--- ASSIGNED TASK ---
Among the entries below, extract exactly the lines that run from the one with "pinky tip: (382, 448)" through the one with "index pip: (541, 368)", both ends included.

--- LISTED ENTRIES ---
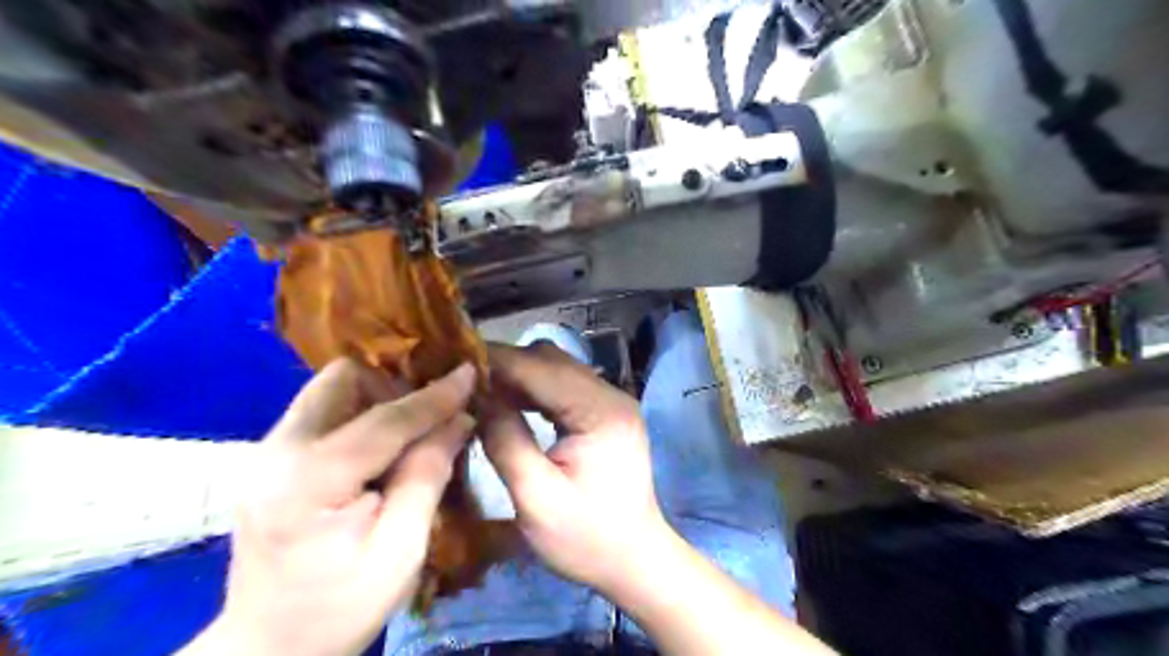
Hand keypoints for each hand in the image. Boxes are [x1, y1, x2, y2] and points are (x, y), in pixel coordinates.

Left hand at [183, 358, 473, 655]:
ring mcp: (266, 453)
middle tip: (428, 418)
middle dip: (393, 387)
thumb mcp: (401, 550)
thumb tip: (459, 419)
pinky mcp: (271, 459)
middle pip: (342, 380)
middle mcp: (276, 452)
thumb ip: (428, 475)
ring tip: (408, 434)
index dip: (434, 397)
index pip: (383, 421)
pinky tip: (382, 448)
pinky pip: (324, 411)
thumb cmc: (340, 609)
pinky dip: (360, 414)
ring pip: (331, 389)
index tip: (471, 373)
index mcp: (307, 482)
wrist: (269, 647)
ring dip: (377, 399)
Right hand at [481, 343, 670, 594]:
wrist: (633, 559)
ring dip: (518, 375)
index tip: (455, 361)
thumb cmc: (586, 538)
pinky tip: (509, 403)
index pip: (541, 368)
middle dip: (505, 365)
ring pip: (557, 368)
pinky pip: (564, 386)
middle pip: (551, 360)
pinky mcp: (605, 412)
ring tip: (479, 390)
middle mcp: (611, 395)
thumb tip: (476, 398)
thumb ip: (506, 442)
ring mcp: (611, 401)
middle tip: (463, 380)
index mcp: (601, 412)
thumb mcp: (536, 498)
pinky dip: (533, 389)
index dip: (496, 361)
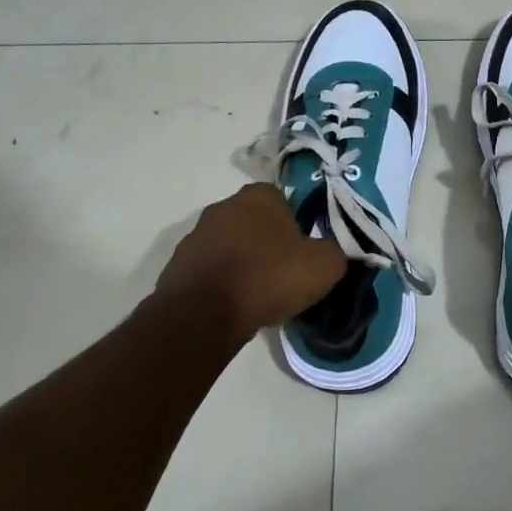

--- TASK OUTPUT ---
pinky tip: (382, 448)
pinky pip: (324, 411)
thumb cmc: (340, 609)
pinky dip: (360, 414)
ring pip: (331, 389)
index tip: (471, 373)
index mcp: (307, 482)
wrist: (269, 647)
ring dip: (377, 399)
Right hand at [481, 343, 670, 594]:
wrist: (633, 559)
ring dip: (518, 375)
index tip: (455, 361)
thumb cmc: (586, 538)
pinky tip: (509, 403)
index pip: (541, 368)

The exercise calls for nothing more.